En una hermosa canción Javier Krahe hablaba de una antigua novia que se quitaba la vida a diario. No había día, efectivamente, en la que no se suicidase. “Es una artista del desvivir”, contaba Krahe. Es lo que ha hecho el coronavirus con nosotros. Nuestra voluntad de suicidio está clara y no me toquen las meninges con el ejemplar comportamiento de los ciudadanos. El viernes pasado me despisté un poco y terminé en la calle del Castillo. Era impresionante. Cientos de personas subían y bajaban por la calle comercial, se apelotonaban en los establecimientos, se apretujaban en los bares, conversaban casi besándose en la calle. Casi todos, efectivamente, llevaban mascarilla. Pero, aunque da vergüenza explicarlo, la mascarilla no es el casco de Darth Vader. El espectáculo era el de un manicomio que se había vaciado para que los chiflados disfrutaran colgándose. Me largué hacia el Parque García Sanabria. Debí sortear hordas de felices compradores y grupitos que devoraban bocadillos al aire libre o compartían una botella con cierta discreción. El parque, por supuesto, estaba trufado de gente que se pegaban codazos cómplices e insistían en compartir bancos e interminables paliques bajo una tenue llovizna. Miles de aspirantes a artistas del desvivir. Salí corriendo con el pobre chucho siguiéndome a toda prisa.

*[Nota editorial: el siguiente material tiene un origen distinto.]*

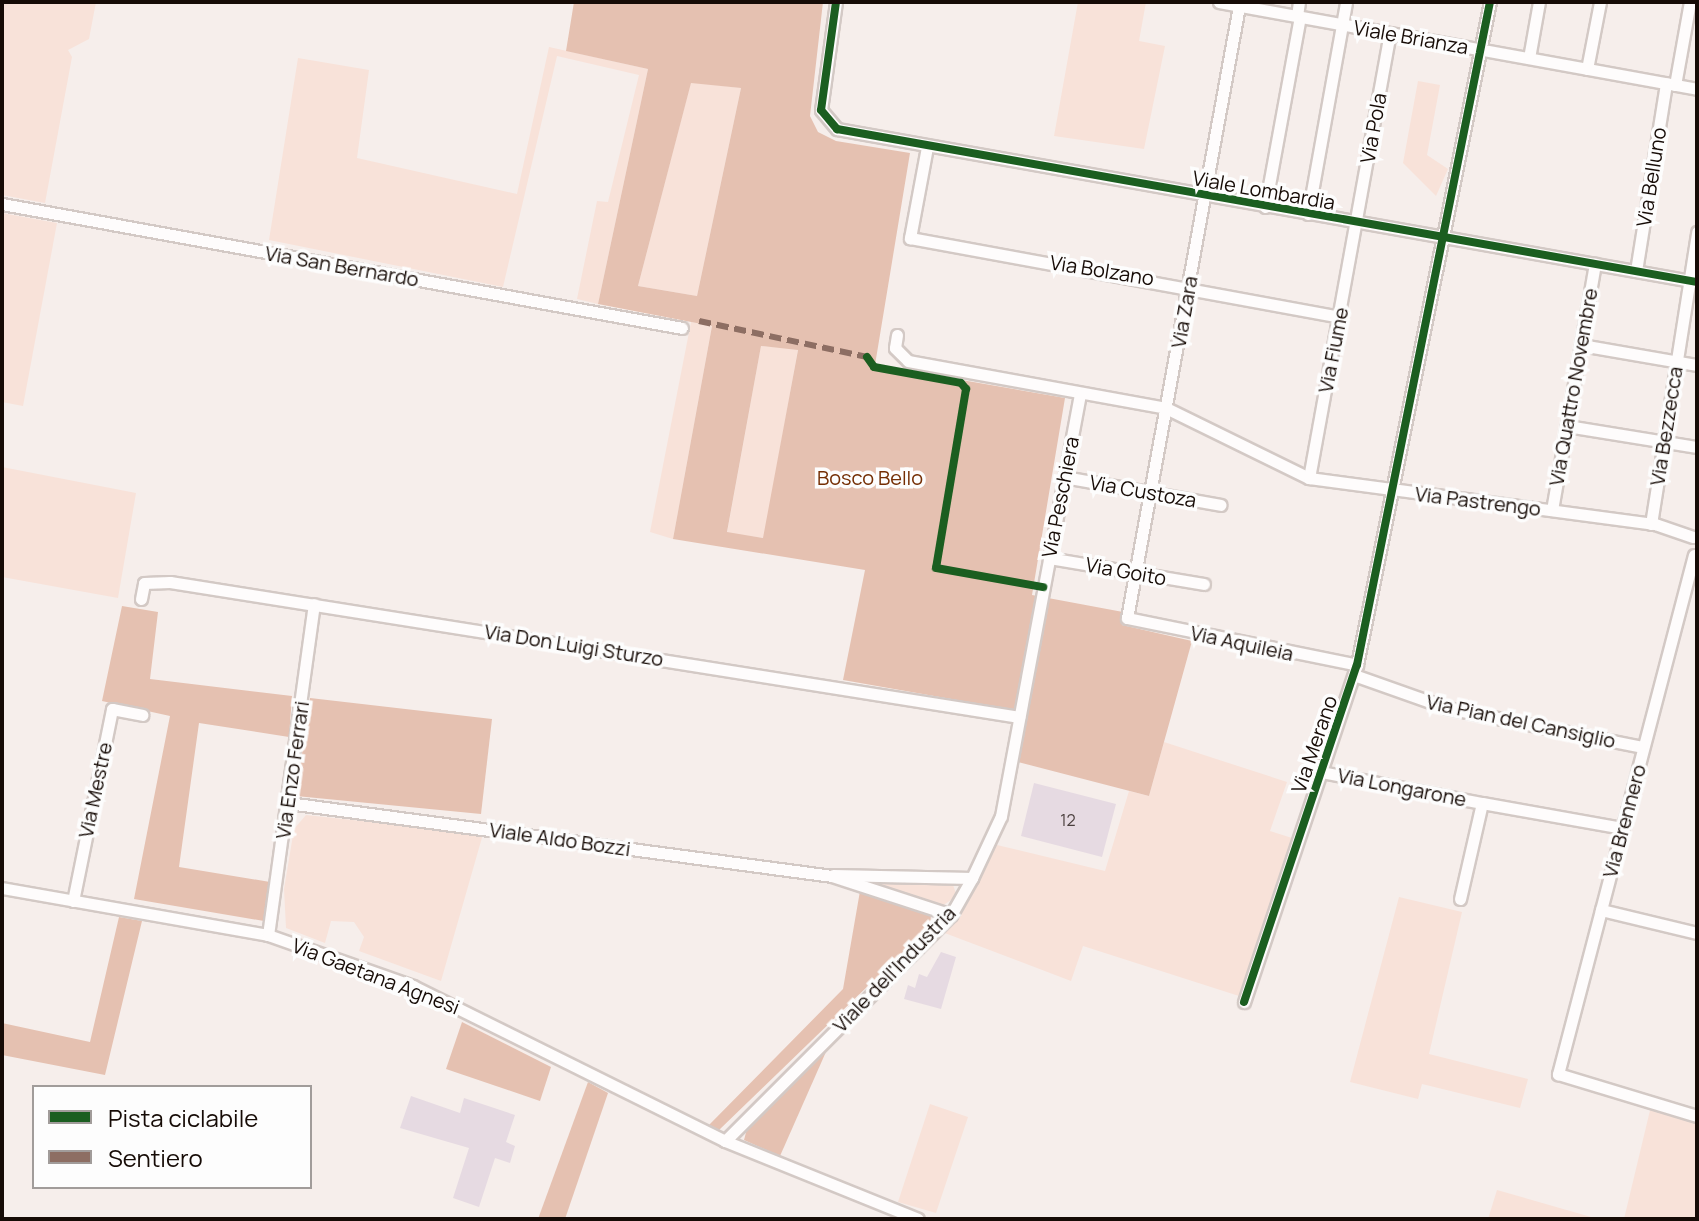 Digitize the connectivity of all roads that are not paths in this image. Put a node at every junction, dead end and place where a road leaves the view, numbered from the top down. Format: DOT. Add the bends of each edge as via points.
graph roads {
  1 [pos="836,2"];
  2 [pos="1219,2"];
  3 [pos="1299,2"];
  4 [pos="1346,2"];
  5 [pos="1490,2"];
  6 [pos="1539,2"];
  7 [pos="1600,2"];
  8 [pos="1690,2"];
  9 [pos="1244,5"];
  10 [pos="1299,16"];
  11 [pos="1342,25"];
  12 [pos="1390,33"];
  13 [pos="1481,49"];
  14 [pos="1529,58"];
  15 [pos="1587,69"];
  16 [pos="1671,84"];
  17 [pos="1697,89"];
  18 [pos="927,147"];
  19 [pos="1205,196"];
  20 [pos="2,204"];
  21 [pos="1265,207"];
  22 [pos="1308,214"];
  23 [pos="1356,222"];
  24 [pos="1697,232"];
  25 [pos="1445,239"];
  26 [pos="1595,264"];
  27 [pos="1636,271"];
  28 [pos="1693,281"];
  29 [pos="1189,285"];
  30 [pos="1340,317"];
  31 [pos="682,328"];
  32 [pos="897,335"];
  33 [pos="1581,345"];
  34 [pos="1676,362"];
  35 [pos="1697,365"];
  36 [pos="1074,393"];
  37 [pos="1166,408"];
  38 [pos="1567,426"];
  39 [pos="1663,442"];
  40 [pos="1697,447"];
  41 [pos="1064,477"];
  42 [pos="1309,478"];
  43 [pos="1397,491"];
  44 [pos="1151,492"];
  45 [pos="1221,505"];
  46 [pos="1552,510"];
  47 [pos="1651,524"];
  48 [pos="1696,533"];
  49 [pos="1049,558"];
  50 [pos="1695,563"];
  51 [pos="1136,573"];
  52 [pos="1204,584"];
  53 [pos="141,599"];
  54 [pos="314,604"];
  55 [pos="1127,618"];
  56 [pos="1356,670"];
  57 [pos="142,715"];
  58 [pos="1019,717"];
  59 [pos="1643,747"];
  60 [pos="1321,772"];
  61 [pos="288,803"];
  62 [pos="1482,803"];
  63 [pos="1622,828"];
  64 [pos="832,876"];
  65 [pos="972,878"];
  66 [pos="2,888"];
  67 [pos="1460,899"];
  68 [pos="73,901"];
  69 [pos="1601,910"];
  70 [pos="951,915"];
  71 [pos="1697,933"];
  72 [pos="268,935"];
  73 [pos="1244,1002"];
  74 [pos="1697,1116"];
  75 [pos="725,1141"];
  76 [pos="918,1219"];
  1 -- 18 [label="street, Viale Lombardia" via="825,120 843,131"];
  2 -- 9 [label="street, Viale Brianza"];
  3 -- 10 [label="street"];
  4 -- 11 [label="street"];
  5 -- 13 [label="street, Via Merano"];
  6 -- 14 [label="street"];
  7 -- 15 [label="street"];
  8 -- 16 [label="street, Via Belluno"];
  9 -- 10 [label="street, Viale Brianza"];
  9 -- 19 [label="street, Via Zara"];
  10 -- 11 [label="street, Viale Brianza"];
  10 -- 21 [label="street"];
  11 -- 12 [label="street, Viale Brianza"];
  11 -- 22 [label="street"];
  12 -- 13 [label="street, Viale Brianza"];
  12 -- 23 [label="street, Via Pola"];
  13 -- 14 [label="street, Viale Brianza"];
  13 -- 25 [label="street, Via Merano"];
  14 -- 15 [label="street, Viale Brianza"];
  15 -- 16 [label="street, Viale Brianza"];
  16 -- 17 [label="street, Viale Brianza"];
  16 -- 27 [label="street, Via Belluno"];
  18 -- 19 [label="street, Viale Lombardia"];
  18 -- 29 [label="street, Via Bolzano" via="910,238"];
  19 -- 21 [label="street, Viale Lombardia"];
  19 -- 29 [label="street, Via Zara"];
  20 -- 31 [label="street, Via San Bernardo"];
  21 -- 22 [label="street, Viale Lombardia"];
  22 -- 23 [label="street, Viale Lombardia"];
  23 -- 25 [label="street, Viale Lombardia"];
  23 -- 30 [label="street, Via Fiume"];
  24 -- 28 [label="street, Via Bezzecca"];
  25 -- 26 [label="street, Viale Lombardia"];
  25 -- 43 [label="street, Via Merano"];
  26 -- 27 [label="street, Viale Lombardia"];
  26 -- 33 [label="street, Via Quattro Novembre"];
  27 -- 28 [label="street, Viale Lombardia"];
  28 -- 34 [label="street, Via Bezzecca"];
  29 -- 30 [label="street, Via Bolzano"];
  29 -- 37 [label="street, Via Zara"];
  30 -- 42 [label="street, Via Fiume"];
  32 -- 36 [label="street, Via Pastrengo" via="895,348 908,361"];
  33 -- 34 [label="street"];
  33 -- 38 [label="street, Via Quattro Novembre"];
  34 -- 35 [label="street"];
  34 -- 39 [label="street, Via Bezzecca"];
  36 -- 37 [label="street, Via Pastrengo"];
  36 -- 41 [label="street, Via Peschiera"];
  37 -- 42 [label="street, Via Pastrengo"];
  37 -- 44 [label="street, Via Zara"];
  38 -- 39 [label="street"];
  38 -- 46 [label="street, Via Quattro Novembre"];
  39 -- 40 [label="street"];
  39 -- 47 [label="street, Via Bezzecca"];
  41 -- 44 [label="street, Via Custoza"];
  41 -- 49 [label="street, Via Peschiera"];
  42 -- 43 [label="street, Via Pastrengo"];
  43 -- 46 [label="street, Via Pastrengo"];
  43 -- 56 [label="street, Via Merano"];
  44 -- 45 [label="street, Via Custoza"];
  44 -- 51 [label="street, Via Zara"];
  46 -- 47 [label="street, Via Pastrengo"];
  47 -- 48 [label="street, Via Pastrengo"];
  48 -- 50 [label="street, Via Brennero"];
  49 -- 51 [label="street, Via Goito"];
  49 -- 58 [label="street, Via Peschiera"];
  50 -- 59 [label="street, Via Brennero"];
  51 -- 52 [label="street, Via Goito"];
  51 -- 55 [label="street, Via Zara"];
  53 -- 54 [label="street, Via Don Luigi Sturzo" via="144,583 170,582"];
  54 -- 58 [label="street, Via Don Luigi Sturzo"];
  54 -- 61 [label="street, Via Enzo Ferrari"];
  55 -- 56 [label="street, Via Aquileia"];
  56 -- 59 [label="street, Via Pian del Cansiglio" via="1447,708"];
  56 -- 60 [label="street, Via Merano"];
  57 -- 68 [label="street, Via Mestre" via="112,709"];
  58 -- 65 [label="street, Viale dell'Industria" via="1001,816"];
  59 -- 63 [label="street, Via Brennero"];
  60 -- 62 [label="street, Via Longarone"];
  60 -- 73 [label="street, Via Merano"];
  61 -- 64 [label="street, Viale Aldo Bozzi"];
  61 -- 72 [label="street, Via Enzo Ferrari"];
  62 -- 63 [label="street, Via Longarone"];
  62 -- 67 [label="street, Via Longarone"];
  63 -- 69 [label="street, Via Brennero"];
  64 -- 65 [label="street, Viale Aldo Bozzi"];
  64 -- 70 [label="street, Viale Aldo Bozzi"];
  65 -- 70 [label="street, Viale dell'Industria"];
  66 -- 68 [label="street, Via Gaetana Agnesi"];
  68 -- 72 [label="street, Via Gaetana Agnesi"];
  69 -- 71 [label="street"];
  69 -- 74 [label="street, Via Brennero" via="1558,1074"];
  70 -- 75 [label="street, Viale dell'Industria"];
  72 -- 75 [label="street, Via Gaetana Agnesi" via="439,995"];
  75 -- 76 [label="street, Via Gaetana Agnesi"];
}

A finales de diciembre o principios enero llegará una rápida tercera ola de numerosos contagios. Será inevitable y casi se superpondrá a los efectos de la segunda. Si este mongolismo colectivo continúa es perfectamente posible que se llegue a una nueva saturación de los servicios sanitarios, especialmente, en lo que se refiere a la atención primaria y a las unidades de cuidados intensivos. Las cifras de muertos, el sufrimiento de los enfermos, las secuelas, la soledad atroz de los moribundos, el tensionamiento de los servicios públicos, el sacrificio del personal sanitario, los costes del impacto económico de la pandemia, todo, absolutamente todo nos importa un carajo. El sentido del sacrificio y de la renuncia nos es absolutamente ajeno. Una sociedad de adolescentes perpetuos que no puedes posponer su gratificación –la copita, los regalos, el jamoncito, joder ahora unos churros, mañana vamos a ver a la abuela, hoy quedamos para cenar y mañana a comprar los regalos de los primos–ni una semana, ni un mes, no se diga un año. Porque todos somos inmortales. La vida es eterna mientras dura. En mi familia nadie ha muerto con un respirador hundido en la tráquea. Como aquel general que en medio de un bombardeo pronunció sus últimas palabras dirigidas a un cabo alarmado: “No sea idiota ¿Alguna vez escuchó usted que un general haya muerto despedazado por un obús?” Es una fortuna que en un plazo de algunas semanas comiencen a distribuirse las vacunas. Porque serán las vacunas las que nos salvarán, en ningún caso seremos nosotros. Sin nosotros el virus no es nada, pero no estamos dispuestos a entenderlo.